-
Notifications
You must be signed in to change notification settings - Fork 537
Description
Summary
During replica scale-down (replicasCount: 2 → 1), the operator executes SYSTEM DROP REPLICA before the deleted replica's Keeper session has expired. The command fails with Code: 305, Can't drop replica ... because it's active, and the operator does not retry. This leaves stale replica metadata (znodes) in ClickHouse Keeper permanently.
Environment
- Operator version: 0.26.0
- ClickHouse version: 24.8 (Altinity Stable)
- Database engine:
AtomicwithReplicatedMergeTreetables (38 tables) - Keeper session_timeout_ms: 120000 (CHI spec)
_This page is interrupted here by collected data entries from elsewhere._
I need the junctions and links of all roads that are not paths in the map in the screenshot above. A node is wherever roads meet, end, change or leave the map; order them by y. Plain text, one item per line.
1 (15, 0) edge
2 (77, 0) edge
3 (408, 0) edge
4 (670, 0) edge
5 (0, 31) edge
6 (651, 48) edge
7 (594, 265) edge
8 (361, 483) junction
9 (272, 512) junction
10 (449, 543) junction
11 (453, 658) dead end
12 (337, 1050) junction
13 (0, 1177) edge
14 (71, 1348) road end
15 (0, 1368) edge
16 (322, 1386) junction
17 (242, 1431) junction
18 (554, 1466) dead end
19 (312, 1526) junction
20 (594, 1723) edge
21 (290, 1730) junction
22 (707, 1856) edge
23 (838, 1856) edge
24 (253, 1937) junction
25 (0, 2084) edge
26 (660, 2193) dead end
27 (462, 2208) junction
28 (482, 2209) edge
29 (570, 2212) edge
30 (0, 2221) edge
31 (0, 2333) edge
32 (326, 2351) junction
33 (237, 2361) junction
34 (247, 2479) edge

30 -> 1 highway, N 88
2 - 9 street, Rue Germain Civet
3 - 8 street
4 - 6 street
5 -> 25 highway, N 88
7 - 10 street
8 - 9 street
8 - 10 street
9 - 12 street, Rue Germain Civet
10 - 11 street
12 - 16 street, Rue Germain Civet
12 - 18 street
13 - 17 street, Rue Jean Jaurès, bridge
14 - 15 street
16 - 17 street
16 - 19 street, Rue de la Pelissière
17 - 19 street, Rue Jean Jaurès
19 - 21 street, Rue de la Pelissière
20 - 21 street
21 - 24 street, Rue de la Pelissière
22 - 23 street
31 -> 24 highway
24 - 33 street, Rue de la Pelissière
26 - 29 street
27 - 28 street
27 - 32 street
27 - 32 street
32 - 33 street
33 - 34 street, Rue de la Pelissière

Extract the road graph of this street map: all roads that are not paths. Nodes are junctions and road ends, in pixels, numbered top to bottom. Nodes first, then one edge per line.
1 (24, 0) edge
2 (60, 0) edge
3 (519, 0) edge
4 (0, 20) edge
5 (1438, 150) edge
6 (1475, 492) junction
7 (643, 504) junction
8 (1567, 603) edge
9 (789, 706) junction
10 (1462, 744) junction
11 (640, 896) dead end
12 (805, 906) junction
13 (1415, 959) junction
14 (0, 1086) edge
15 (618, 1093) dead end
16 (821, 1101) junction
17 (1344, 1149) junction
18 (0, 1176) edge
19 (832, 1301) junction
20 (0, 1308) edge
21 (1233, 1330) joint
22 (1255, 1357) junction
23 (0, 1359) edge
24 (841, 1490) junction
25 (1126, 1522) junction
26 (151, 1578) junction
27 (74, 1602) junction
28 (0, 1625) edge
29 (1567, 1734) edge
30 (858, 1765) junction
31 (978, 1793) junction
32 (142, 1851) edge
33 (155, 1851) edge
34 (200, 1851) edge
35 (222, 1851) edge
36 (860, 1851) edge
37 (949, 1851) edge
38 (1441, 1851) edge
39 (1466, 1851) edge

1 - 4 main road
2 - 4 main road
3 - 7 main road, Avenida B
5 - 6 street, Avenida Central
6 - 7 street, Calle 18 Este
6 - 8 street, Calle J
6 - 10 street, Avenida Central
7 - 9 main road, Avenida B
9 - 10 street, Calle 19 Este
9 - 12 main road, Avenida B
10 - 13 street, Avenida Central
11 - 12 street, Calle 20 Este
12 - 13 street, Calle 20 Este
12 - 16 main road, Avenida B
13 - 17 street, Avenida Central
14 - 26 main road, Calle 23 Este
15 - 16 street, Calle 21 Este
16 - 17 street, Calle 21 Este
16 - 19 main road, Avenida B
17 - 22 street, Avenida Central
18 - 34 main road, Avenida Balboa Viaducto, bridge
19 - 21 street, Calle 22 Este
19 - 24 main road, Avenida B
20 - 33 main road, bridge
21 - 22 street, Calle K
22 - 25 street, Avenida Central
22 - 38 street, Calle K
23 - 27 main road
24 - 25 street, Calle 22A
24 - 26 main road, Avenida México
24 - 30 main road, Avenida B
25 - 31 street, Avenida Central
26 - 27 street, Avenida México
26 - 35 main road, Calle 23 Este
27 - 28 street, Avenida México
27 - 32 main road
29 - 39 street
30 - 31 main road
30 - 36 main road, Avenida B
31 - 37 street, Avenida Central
- Cluster layout: 2 shards × 2 replicas
Steps to Reproduce
- Deploy a CHI with
replicasCount: 2 - Scale down to
replicasCount: 1 - Observe operator logs
Observed Behavior
Kubernetes resource deletion (Pod, StatefulSet, Service) completes normally. Then:
07:03:43Z Drop replica: chi-dev-botmanager-bmch-0-1 at 0-0
07:03:43Z FAILED to drop replica on host 0-1, err: Code: 305, Can't drop replica ..., because it's active
07:03:44Z Drop replica: chi-dev-botmanager-bmch-1-1 at 1-0
07:03:44Z FAILED to drop replica on host 1-1, err: Code: 305, Can't drop replica ..., because it's active
07:03:44Z FAILED single try. No retries will be made
07:03:44Z processed replicas: 2
Timeline: Pods deleted at 07:02:08Z–07:02:18Z, DROP REPLICA attempted at 07:03:43Z — approximately 86–95 seconds after pod termination, which is less than the configured session_timeout_ms of 120000.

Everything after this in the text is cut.